Language! The search for the right words! Language is the river where all writers come to drink water at dawn and then again at dusk. There is a line of Chekhov’s that I think about often: “A cuckoo seemed to be adding up someone’s age, kept losing count and starting again.” I hope to remain alive long enough to write one day a line about the koel’s cry during the afternoon heat in May. But May is still far away. If you are in the area, please come to the event with Katie Kitamura on Wednesday. And pick up copies of the new paperbacks. Leave comments here when you have read them. Let’s talk.

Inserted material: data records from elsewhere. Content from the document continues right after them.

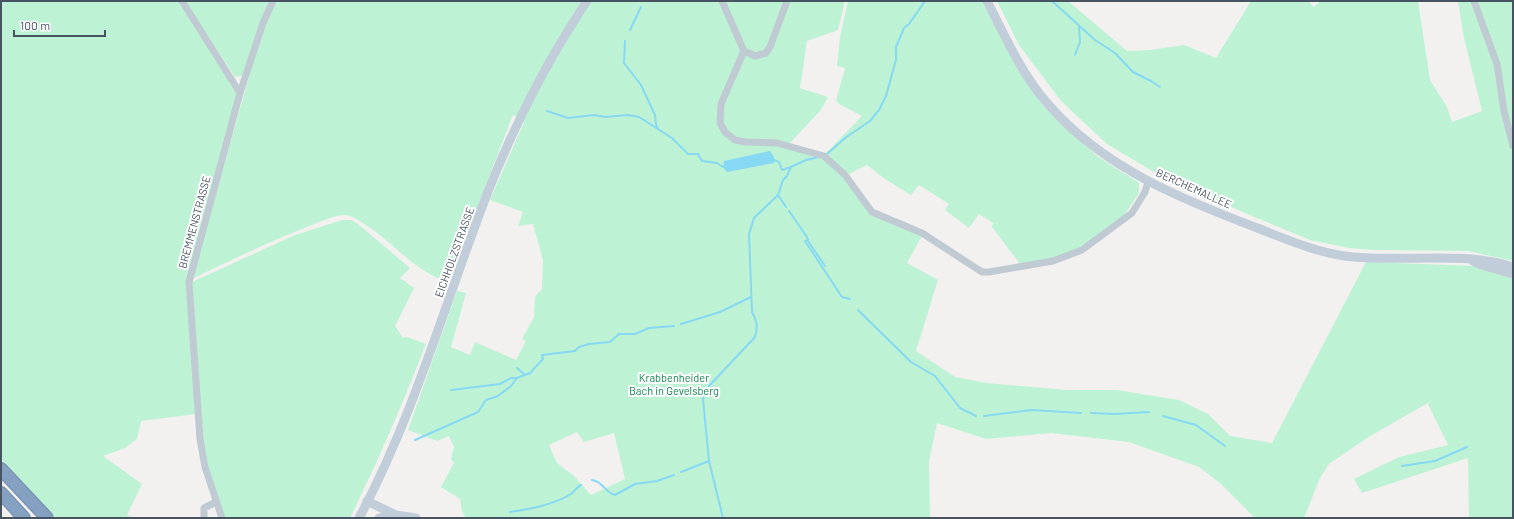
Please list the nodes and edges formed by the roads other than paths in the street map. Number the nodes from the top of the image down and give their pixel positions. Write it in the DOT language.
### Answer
graph roads {
  1 [pos="182,1"];
  2 [pos="273,1"];
  3 [pos="587,1"];
  4 [pos="722,1"];
  5 [pos="786,1"];
  6 [pos="987,1"];
  7 [pos="1474,1"];
  8 [pos="744,51"];
  9 [pos="240,93"];
  10 [pos="1513,146"];
  11 [pos="1148,182"];
  12 [pos="1470,259"];
  13 [pos="1513,267"];
  14 [pos="1513,274"];
  15 [pos="1,469"];
  16 [pos="1,493"];
  17 [pos="368,501"];
  18 [pos="216,502"];
  19 [pos="396,515"];
  20 [pos="24,518"];
  21 [pos="47,518"];
  22 [pos="204,518"];
  23 [pos="222,518"];
  24 [pos="359,518"];
  25 [pos="379,518"];
  26 [pos="416,518"];
  1 -- 9 [label="street"];
  2 -- 9 [label="street, BREMMENSTRASSE"];
  3 -- 17 [label="street, EICHHOLZSTRASSE"];
  4 -- 8 [label="street"];
  5 -- 8 [label="street"];
  6 -- 11 [label="street, BERCHEMALLEE"];
  7 -- 10 [label="street"];
  8 -- 11 [label="street"];
  9 -- 18 [label="street, BREMMENSTRASSE"];
  11 -- 12 [label="street, BERCHEMALLEE"];
  12 -- 13 [label="street, BERCHEMALLEE"];
  12 -- 14 [label="street, BERCHEMALLEE"];
  15 -- 21 [label="highway"];
  16 -- 20 [label="highway"];
  17 -- 19 [label="street"];
  17 -- 24 [label="street, EICHHOLZSTRASSE"];
  18 -- 22 [label="street"];
  18 -- 23 [label="street, BREMMENSTRASSE"];
  19 -- 25 [label="street"];
  19 -- 26 [label="street"];
}
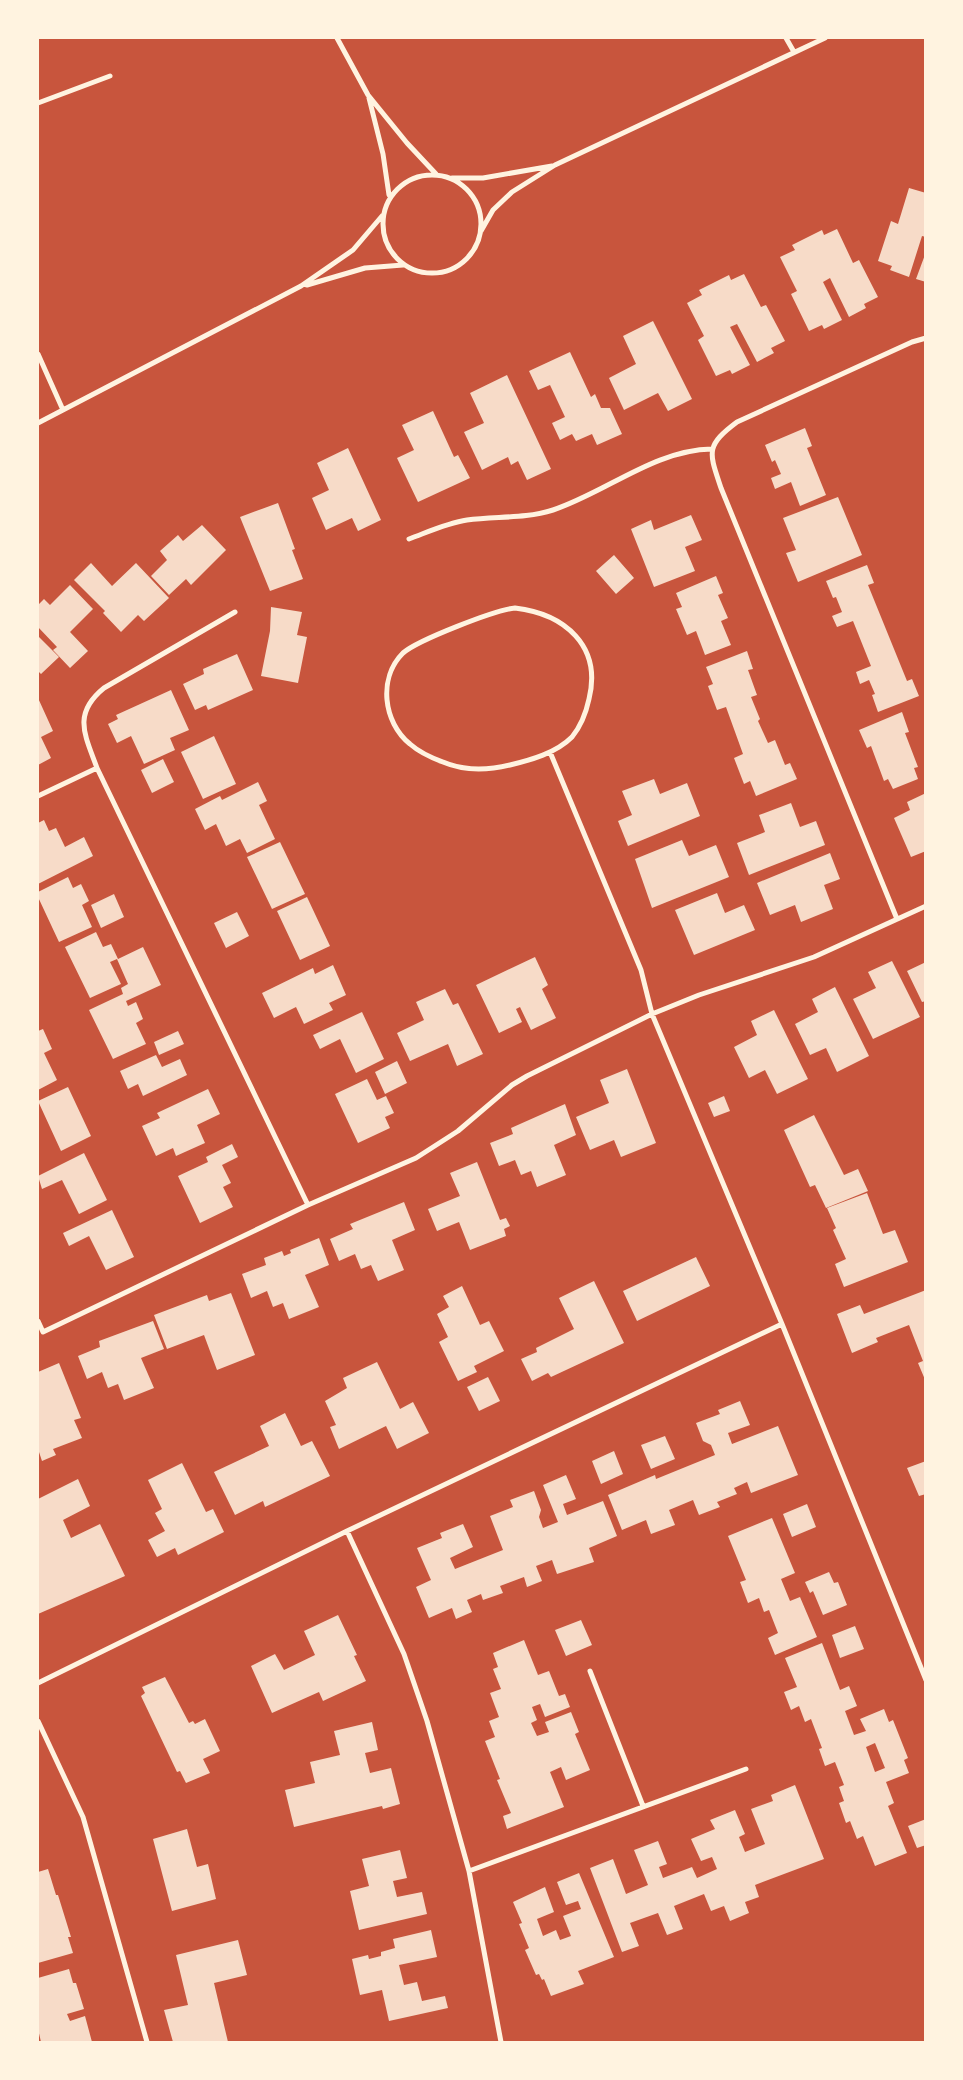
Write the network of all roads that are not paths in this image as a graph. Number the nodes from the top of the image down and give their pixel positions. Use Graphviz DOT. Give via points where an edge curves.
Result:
graph roads {
  1 [pos="337,38"];
  2 [pos="786,38"];
  3 [pos="825,38"];
  4 [pos="794,52"];
  5 [pos="110,76"];
  6 [pos="368,95"];
  7 [pos="38,103"];
  8 [pos="555,165"];
  9 [pos="436,174"];
  10 [pos="452,178"];
  11 [pos="389,195"];
  12 [pos="382,216"];
  13 [pos="481,231"];
  14 [pos="403,265"];
  15 [pos="301,286"];
  16 [pos="926,338"];
  17 [pos="38,354"];
  18 [pos="63,410"];
  19 [pos="38,423"];
  20 [pos="712,449"];
  21 [pos="409,539"];
  22 [pos="235,612"];
  23 [pos="550,752"];
  24 [pos="97,768"];
  25 [pos="38,796"];
  26 [pos="926,906"];
  27 [pos="897,919"];
  28 [pos="652,1014"];
  29 [pos="308,1205"];
  30 [pos="38,1321"];
  31 [pos="782,1324"];
  32 [pos="346,1531"];
  33 [pos="926,1656"];
  34 [pos="918,1659"];
  35 [pos="590,1671"];
  36 [pos="926,1680"];
  37 [pos="38,1683"];
  38 [pos="38,1721"];
  39 [pos="746,1770"];
  40 [pos="643,1806"];
  41 [pos="469,1871"];
  42 [pos="147,2042"];
  43 [pos="501,2042"];
  1 -- 6 [label="street"];
  2 -- 4 [label="street"];
  3 -- 4 [label="street"];
  4 -- 8 [label="street"];
  5 -- 7 [label="street"];
  6 -- 9 [label="street"];
  6 -- 11 [label="street" via="383,154"];
  8 -- 10 [label="street" via="483,178"];
  8 -- 13 [label="street" via="512,192 493,210"];
  9 -- 10 [label="street"];
  9 -- 11 [label="street" via="406,181"];
  10 -- 13 [label="street" via="476,200"];
  11 -- 12 [label="street"];
  12 -- 14 [label="street" via="384,238 391,253"];
  12 -- 15 [label="street" via="353,250"];
  13 -- 14 [label="street" via="476,247 465,261 451,270 435,274"];
  14 -- 15 [label="street" via="365,268"];
  15 -- 18 [label="street"];
  16 -- 20 [label="street" via="737,422 719,437"];
  17 -- 18 [label="street"];
  18 -- 19 [label="street"];
  20 -- 21 [label="street" via="694,449 671,456 554,510 456,522"];
  20 -- 27 [label="street" via="721,488"];
  22 -- 24 [label="street" via="94,696 86,708 83,723"];
  23 -- 23 [label="street" via="521,762 482,769 450,765 432,758 410,745 392,721 387,693 394,664 405,652 422,642 500,611 515,608 532,610 556,620 581,641 592,675 591,692 580,724 571,737"];
  23 -- 28 [label="street" via="641,970"];
  24 -- 25 [label="street"];
  24 -- 29 [label="street"];
  26 -- 27 [label="street"];
  27 -- 28 [label="street" via="814,958 699,995"];
  28 -- 29 [label="street" via="512,1085 458,1131 416,1158"];
  28 -- 31 [label="street"];
  29 -- 30 [label="street" via="43,1332"];
  31 -- 32 [label="street"];
  31 -- 34 [label="street"];
  32 -- 37 [label="street"];
  32 -- 41 [label="street" via="407,1662"];
  33 -- 34 [label="street"];
  34 -- 36 [label="street"];
  35 -- 40 [label="street"];
  38 -- 42 [label="street" via="83,1816"];
  39 -- 40 [label="street"];
  40 -- 41 [label="street"];
  41 -- 43 [label="street"];
}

“Language is the river where all writers come to drink water at dawn and then again at dusk.” What a line! 🌻
"What it means to be alive today" reminds me of the title of the Anthony Trollope novel, The Way We Live Now which I read many years ago and think it may be time to revisit. I found this quote about it in Goodreads (apparently from his autobiography)“Nevertheless a certain class of dishonesty, dishonesty magnificent in its proportions, and climbing into high places, has become at the same time so rampant and so splendid that there seems to be reason for fearing that men and women will be taught to feel that dishonesty, if it can become splendid, will cease to be abominable. If dishonesty can live in a gorgeous palace with pictures on all its walls, and gems in all its cupboards, with marble and ivory in all its corners, and can give Apician dinners, and get into Parliament, and deal in millions, then dishonesty is not disgraceful, and the man dishonest after such a fashion is not a low scoundrel. Instigated, I say, by some such reflections as these, I sat down in my new house to write The Way We Live Now. And as I had ventured to take the whip of the satirist into my hand, I went beyond the iniquities of the great speculator who robs everybody, and made an onslaught also on other vices;--on the intrigues of girls who want to get married, on the luxury of young men who prefer to remain single, and on the puffing propensities of authors who desire to cheat the public into buying their volumes.”